WHAT IS EXPECTED: Going down the data below, set down exactly the line with "middle mcp: (897, 1005)" and each line after it through the line with "ring pip: (1332, 1033)"; no other lines.

[Human pose keypoint data]

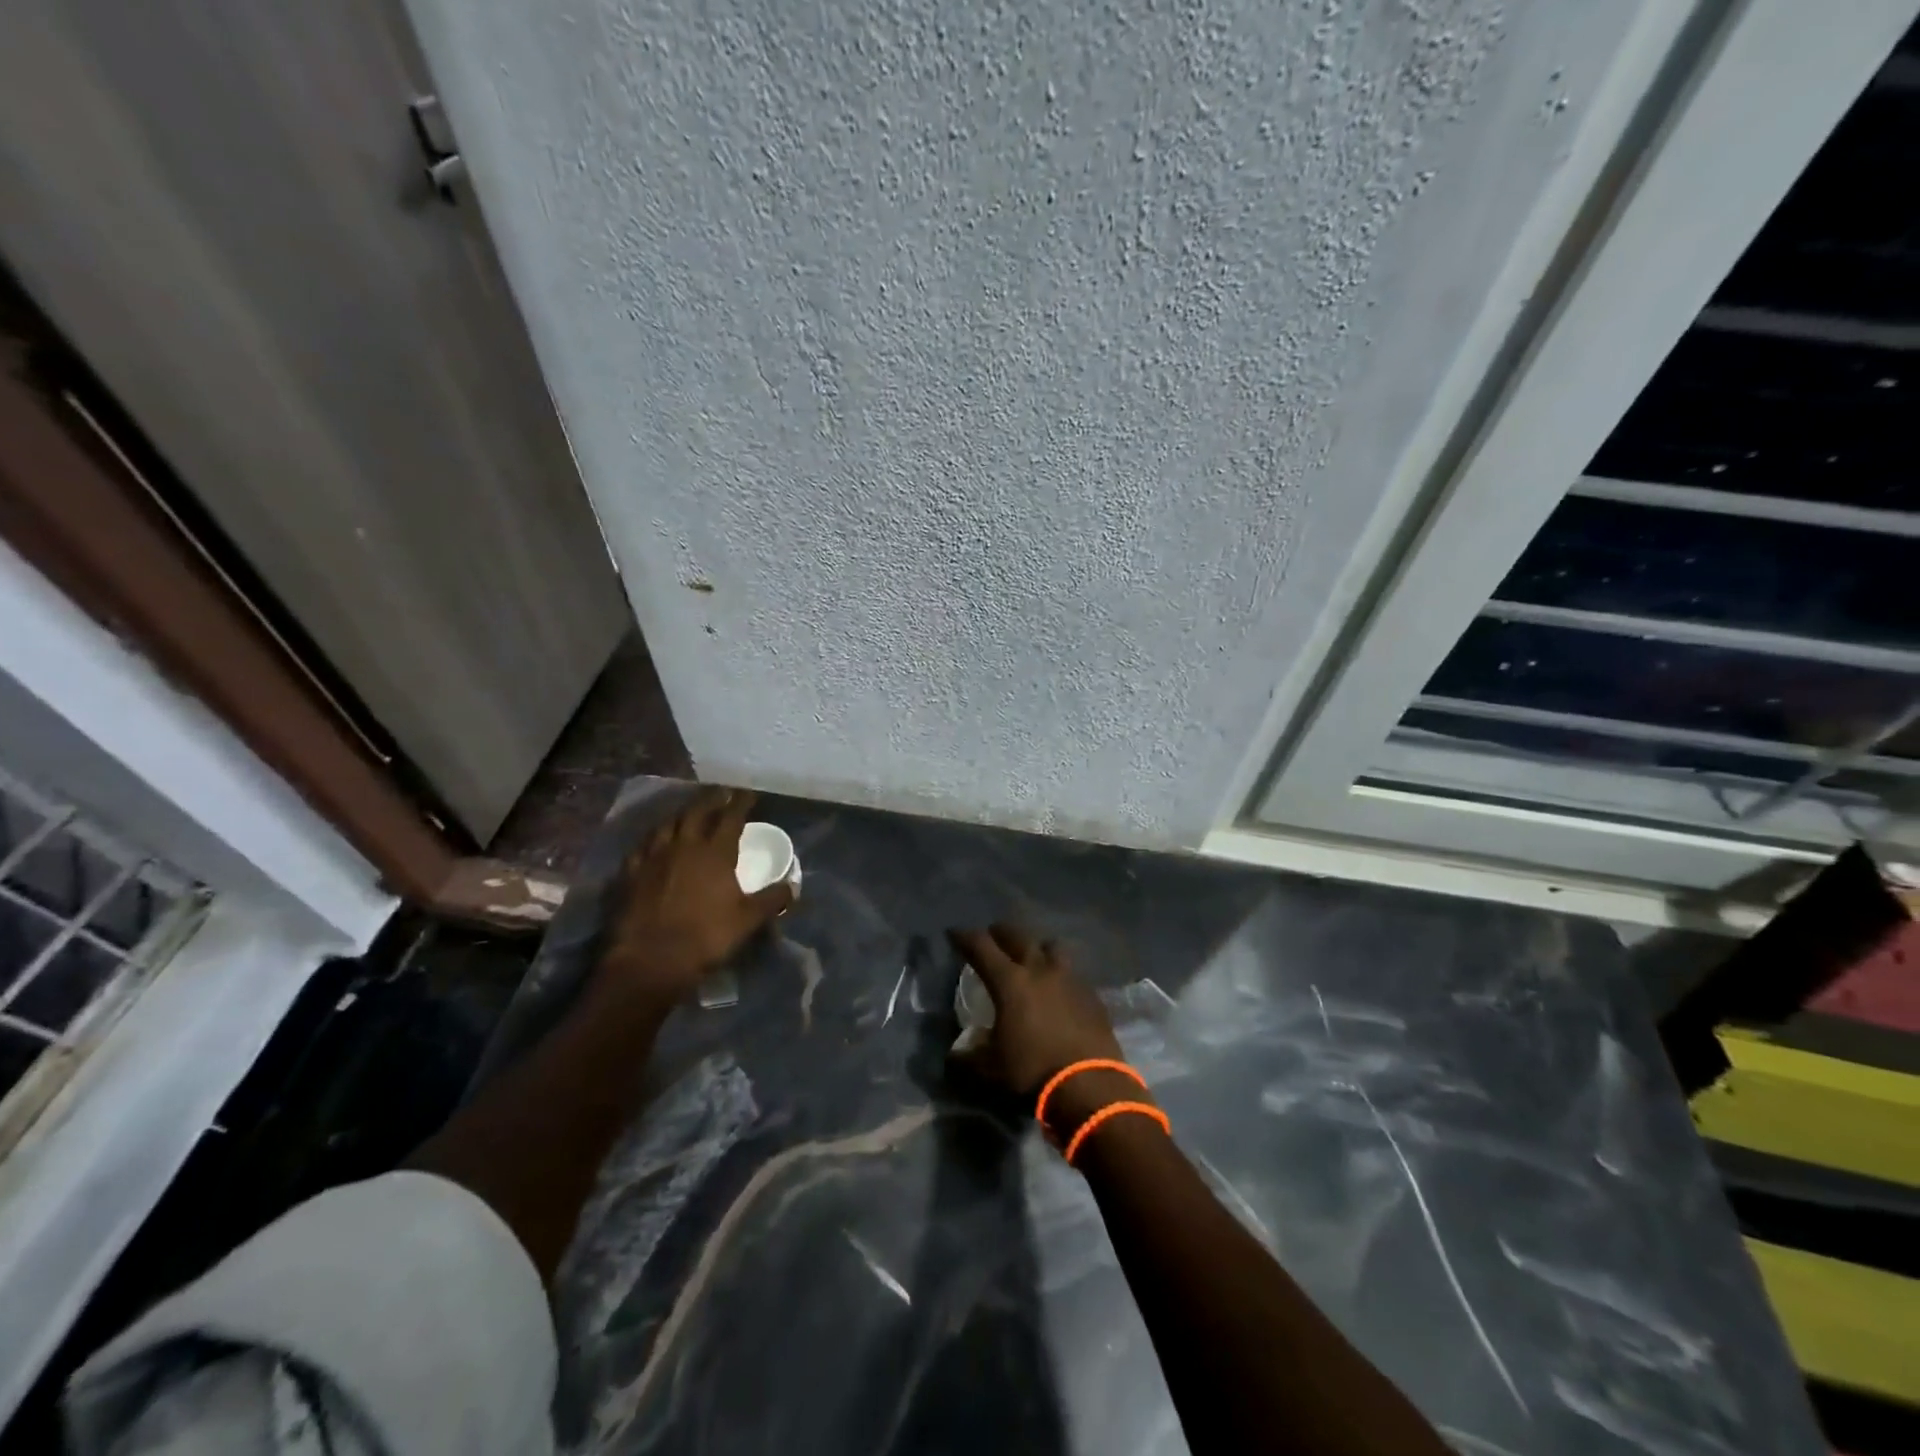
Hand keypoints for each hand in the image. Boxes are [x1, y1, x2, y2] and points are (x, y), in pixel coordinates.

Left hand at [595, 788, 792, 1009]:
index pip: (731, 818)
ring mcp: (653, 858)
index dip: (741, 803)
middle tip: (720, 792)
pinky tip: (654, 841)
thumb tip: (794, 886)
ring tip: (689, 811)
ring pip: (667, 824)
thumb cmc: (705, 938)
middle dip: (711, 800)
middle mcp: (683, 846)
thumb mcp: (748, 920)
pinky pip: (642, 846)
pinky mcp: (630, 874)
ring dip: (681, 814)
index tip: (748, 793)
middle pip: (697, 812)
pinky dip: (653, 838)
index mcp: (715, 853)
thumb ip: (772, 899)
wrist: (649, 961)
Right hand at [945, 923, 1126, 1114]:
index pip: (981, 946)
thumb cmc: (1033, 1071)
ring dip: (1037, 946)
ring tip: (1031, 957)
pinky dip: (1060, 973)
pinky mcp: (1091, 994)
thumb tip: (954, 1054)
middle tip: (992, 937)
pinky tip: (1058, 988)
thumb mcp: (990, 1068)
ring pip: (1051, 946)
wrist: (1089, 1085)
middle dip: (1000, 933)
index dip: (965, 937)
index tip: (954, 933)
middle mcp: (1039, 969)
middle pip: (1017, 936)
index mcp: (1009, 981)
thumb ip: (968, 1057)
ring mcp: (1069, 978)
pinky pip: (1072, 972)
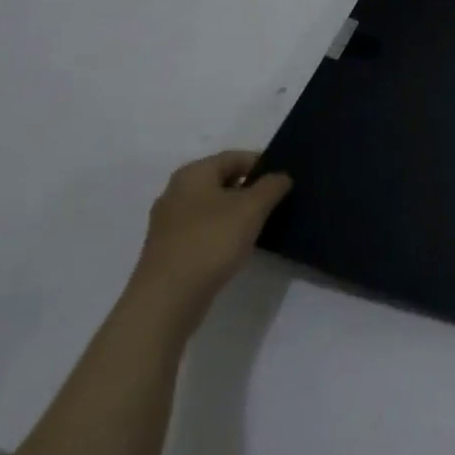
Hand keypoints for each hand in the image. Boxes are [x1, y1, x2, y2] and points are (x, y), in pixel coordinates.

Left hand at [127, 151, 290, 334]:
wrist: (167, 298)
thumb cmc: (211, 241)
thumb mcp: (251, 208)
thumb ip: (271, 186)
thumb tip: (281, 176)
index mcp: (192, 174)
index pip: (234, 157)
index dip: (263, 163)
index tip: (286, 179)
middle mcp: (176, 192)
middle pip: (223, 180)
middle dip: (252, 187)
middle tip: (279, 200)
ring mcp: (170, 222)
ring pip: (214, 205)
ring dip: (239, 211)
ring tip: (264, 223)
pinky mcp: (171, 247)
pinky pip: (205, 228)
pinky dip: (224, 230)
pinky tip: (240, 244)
* * *
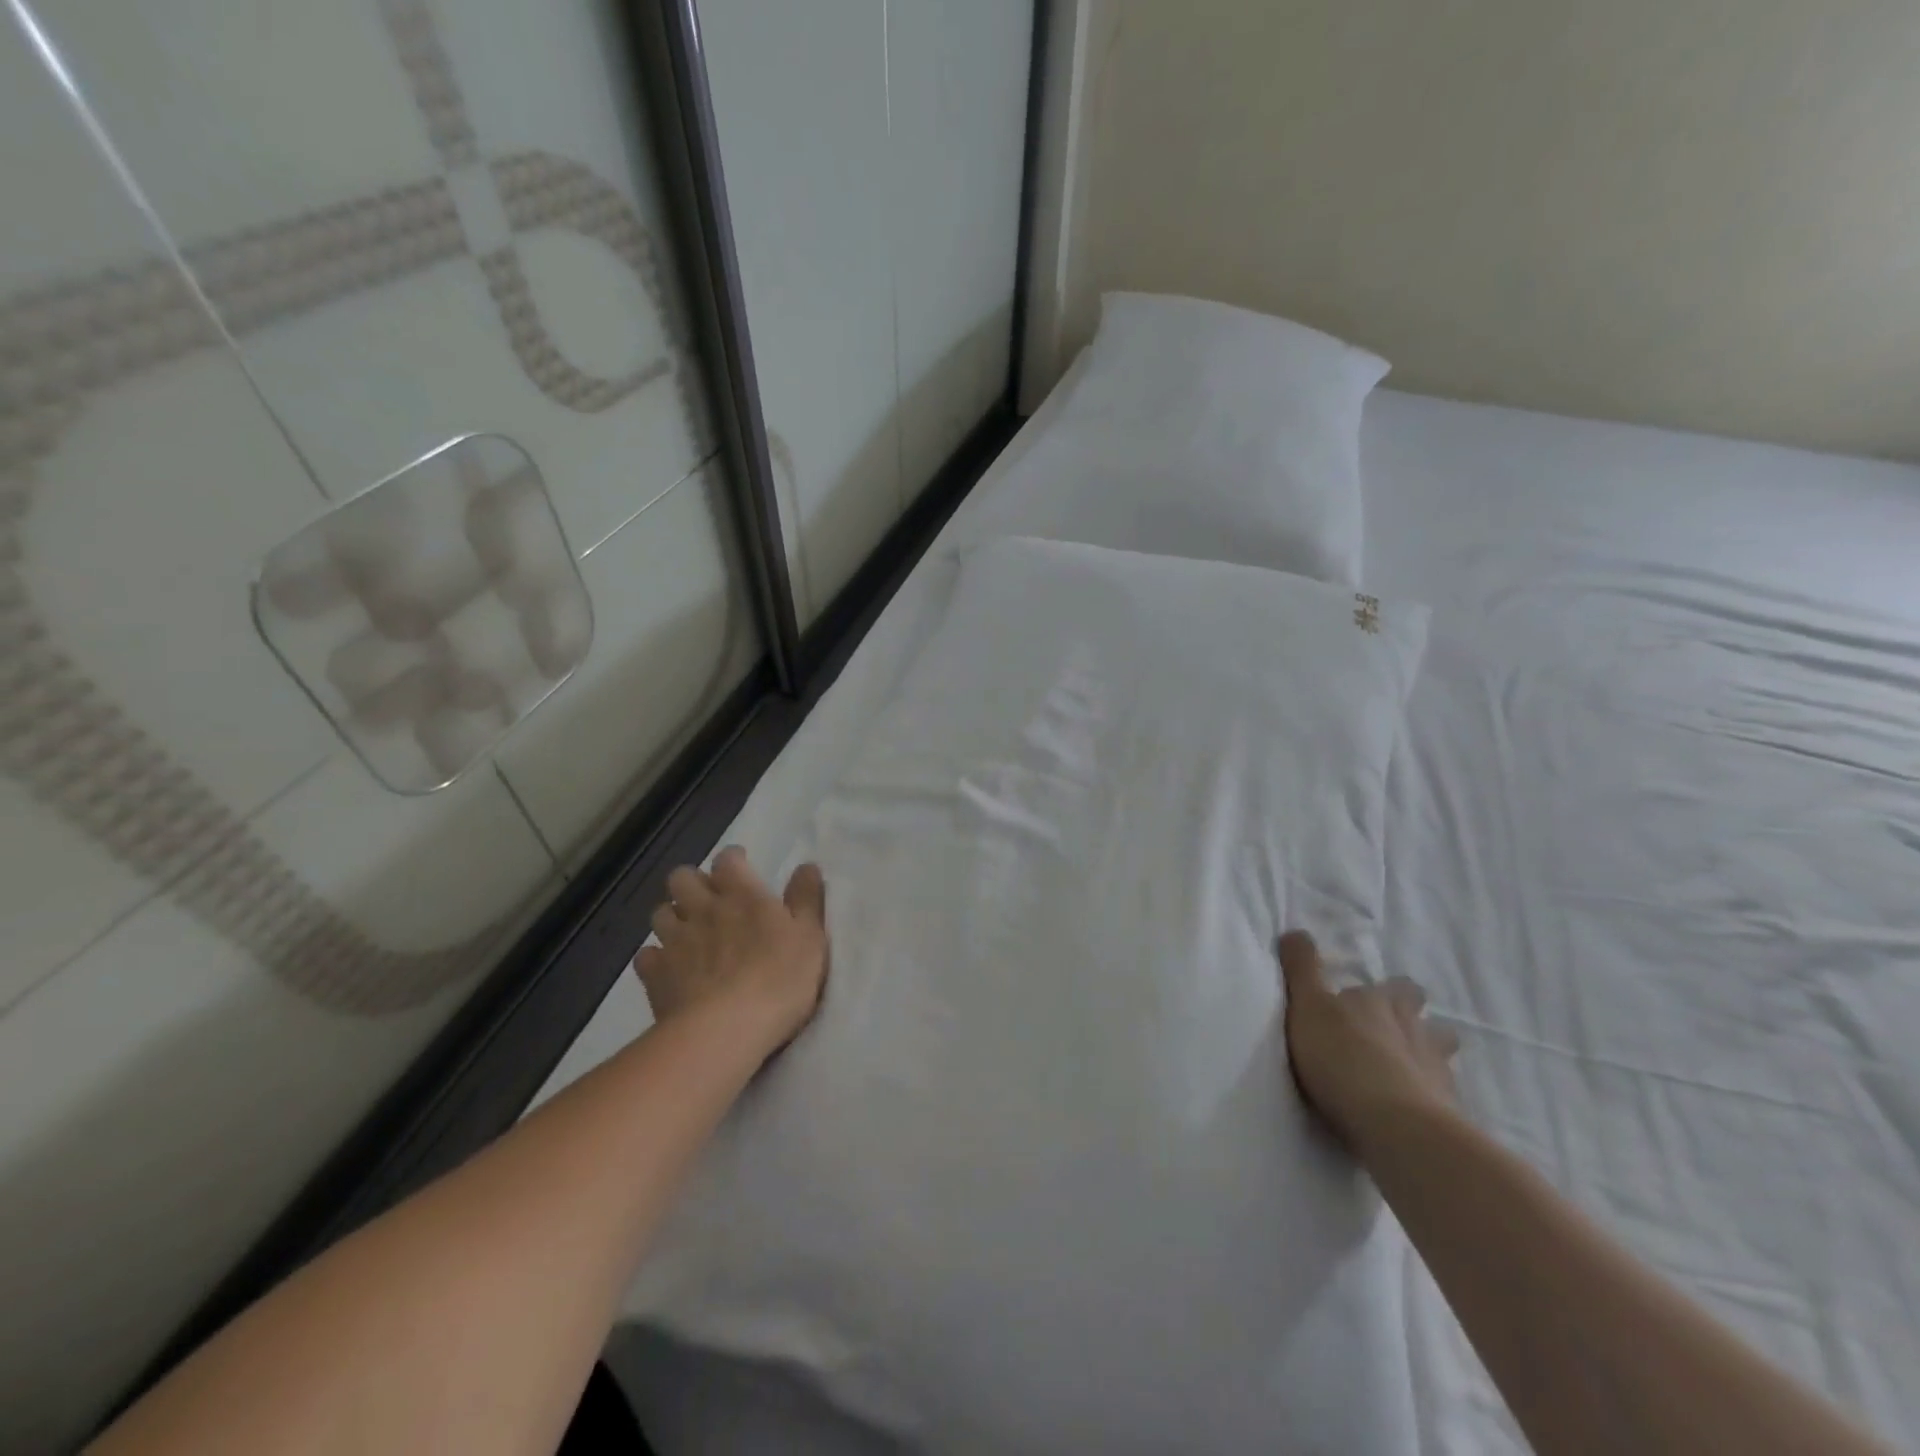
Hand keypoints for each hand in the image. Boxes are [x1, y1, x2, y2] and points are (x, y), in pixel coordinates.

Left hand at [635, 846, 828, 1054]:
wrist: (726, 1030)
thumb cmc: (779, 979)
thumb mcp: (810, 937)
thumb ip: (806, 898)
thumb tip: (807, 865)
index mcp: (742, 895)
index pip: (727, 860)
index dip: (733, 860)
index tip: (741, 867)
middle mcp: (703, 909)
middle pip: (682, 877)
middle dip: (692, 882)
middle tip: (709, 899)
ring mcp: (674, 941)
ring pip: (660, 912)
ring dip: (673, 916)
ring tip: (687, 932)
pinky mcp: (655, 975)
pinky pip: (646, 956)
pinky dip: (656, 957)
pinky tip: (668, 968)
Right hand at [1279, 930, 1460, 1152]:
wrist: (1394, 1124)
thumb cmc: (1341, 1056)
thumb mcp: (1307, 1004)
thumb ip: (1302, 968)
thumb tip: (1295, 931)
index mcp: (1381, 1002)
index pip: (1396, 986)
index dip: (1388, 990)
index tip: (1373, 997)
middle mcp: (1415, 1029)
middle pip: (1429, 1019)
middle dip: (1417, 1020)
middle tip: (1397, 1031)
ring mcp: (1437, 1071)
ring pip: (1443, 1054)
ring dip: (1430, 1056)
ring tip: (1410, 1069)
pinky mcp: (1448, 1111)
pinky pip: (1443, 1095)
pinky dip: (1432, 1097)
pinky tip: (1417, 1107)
* * *
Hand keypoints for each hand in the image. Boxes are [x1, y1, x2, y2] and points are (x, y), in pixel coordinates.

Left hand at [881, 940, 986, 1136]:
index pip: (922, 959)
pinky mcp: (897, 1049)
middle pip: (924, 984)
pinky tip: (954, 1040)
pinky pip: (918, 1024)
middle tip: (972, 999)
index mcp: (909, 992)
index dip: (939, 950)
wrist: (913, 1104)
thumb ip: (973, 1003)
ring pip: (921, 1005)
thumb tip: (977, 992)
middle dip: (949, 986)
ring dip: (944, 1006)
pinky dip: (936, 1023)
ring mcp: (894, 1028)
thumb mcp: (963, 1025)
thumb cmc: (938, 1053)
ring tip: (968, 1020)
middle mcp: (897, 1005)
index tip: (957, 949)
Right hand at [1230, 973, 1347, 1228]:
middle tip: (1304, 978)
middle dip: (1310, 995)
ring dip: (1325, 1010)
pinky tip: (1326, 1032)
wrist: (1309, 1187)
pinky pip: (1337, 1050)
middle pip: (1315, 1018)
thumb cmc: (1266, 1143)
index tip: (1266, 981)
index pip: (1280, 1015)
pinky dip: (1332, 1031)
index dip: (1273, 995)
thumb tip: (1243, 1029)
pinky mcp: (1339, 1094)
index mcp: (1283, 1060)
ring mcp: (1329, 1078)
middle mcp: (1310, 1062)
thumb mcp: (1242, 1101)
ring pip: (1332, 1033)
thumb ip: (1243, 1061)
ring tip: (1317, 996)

ANSWER TO THIS TASK:
middle mcp: (897, 1005)
index tip: (957, 949)
Right hand at [1230, 973, 1347, 1228]:
middle tip: (1304, 978)
middle dip: (1310, 995)
ring dip: (1325, 1010)
pinky tip: (1326, 1032)
wrist: (1309, 1187)
pinky pip: (1337, 1050)
middle pip: (1315, 1018)
thumb cmc: (1266, 1143)
index tip: (1266, 981)
index pip: (1280, 1015)
pinky dip: (1332, 1031)
index dip: (1273, 995)
thumb tip: (1243, 1029)
pinky mcp: (1339, 1094)
index mcp: (1283, 1060)
ring mcp: (1329, 1078)
middle mcp: (1310, 1062)
thumb mcp: (1242, 1101)
ring pip: (1332, 1033)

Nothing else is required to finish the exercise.